Monitoring & Observability¶

Mint includes a comprehensive observability stack with Prometheus for metrics collection and Grafana for visualization. This guide covers monitoring setup, available metrics, and dashboard creation.

Overview¶

The monitoring stack consists of:

Prometheus: Scrapes metrics from all services via /metrics endpoints
Grafana: Provides real-time dashboards and alerting
Prom-client: Node.js library for metrics instrumentation
Redis: In-memory cache with performance metrics

Real-time Grafana dashboard showing service metrics, cache performance, and system health

Quick Start¶

Access Monitoring Tools¶

# Start all services including monitoring
docker compose up -d

# Access Prometheus
open http://localhost:9090

# Access Grafana
open http://localhost:3000
# Login: admin/admin (default)

View Service Metrics¶

Each service exposes metrics at /metrics:

# Auth service metrics
curl http://localhost/metrics/auth

# Wallet service metrics
curl http://localhost/metrics/wallet

# Transactions service metrics
curl http://localhost/metrics/transactions

# Notifications service metrics
curl http://localhost/metrics/notifications

Metrics Categories¶

1. HTTP Metrics¶

Request Duration (http_request_duration_seconds) - Histogram with buckets: [0.01, 0.05, 0.1, 0.5, 1, 2, 5] - Labels: method, route, status_code - Tracks API response times

Total Requests (http_requests_total) - Counter tracking all HTTP requests - Labels: method, route, status_code

Active Connections (active_connections) - Gauge showing current concurrent connections - Increases on request start, decreases on completion

2. Database Metrics¶

Query Duration (db_query_duration_seconds) - Histogram for MongoDB operations - Labels: operation (find, create, update, delete), collection - Buckets: [0.001, 0.005, 0.01, 0.05, 0.1, 0.5, 1]

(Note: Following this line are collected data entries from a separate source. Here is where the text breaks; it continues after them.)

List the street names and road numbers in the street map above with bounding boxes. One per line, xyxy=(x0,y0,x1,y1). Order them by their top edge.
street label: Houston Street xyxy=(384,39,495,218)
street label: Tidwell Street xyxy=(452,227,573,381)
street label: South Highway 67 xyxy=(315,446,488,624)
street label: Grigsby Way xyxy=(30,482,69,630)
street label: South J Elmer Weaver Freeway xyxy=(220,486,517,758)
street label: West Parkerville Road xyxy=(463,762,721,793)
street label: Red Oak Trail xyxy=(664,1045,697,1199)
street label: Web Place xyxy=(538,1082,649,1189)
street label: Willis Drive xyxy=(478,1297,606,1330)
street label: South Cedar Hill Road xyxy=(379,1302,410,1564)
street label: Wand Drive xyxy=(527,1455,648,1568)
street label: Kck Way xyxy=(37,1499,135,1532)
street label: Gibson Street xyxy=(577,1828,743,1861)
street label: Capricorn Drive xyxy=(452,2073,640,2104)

Query Counts (implicit) - Derived from query duration histogram counts - Use rate() function in PromQL

3. Cache Metrics¶

Cache Hits (cache_hits_total) - Counter for successful cache retrievals - Labels: cache_key_prefix (e.g., "auth:user", "transactions:list")

Cache Misses (cache_misses_total) - Counter for cache misses requiring DB fetch - Labels: cache_key_prefix

Cache Errors (cache_errors_total) - Counter for cache operation failures - Labels: operation (get, set, delete, delete_pattern)

Cache Hit Rate Calculation:

sum(rate(cache_hits_total[5m])) /
(sum(rate(cache_hits_total[5m])) + sum(rate(cache_misses_total[5m]))) * 100

4. Transaction-Specific Metrics¶

Transaction Counter (transactions_total) - Counter for created transactions - Labels: type (TopUp, Transfer), status (Pending, Completed, Failed)

Transaction Amounts (transaction_amount) - Histogram of transaction amounts - Labels: type - Buckets: [1, 10, 50, 100, 500, 1000, 5000, 10000, 50000, 100000]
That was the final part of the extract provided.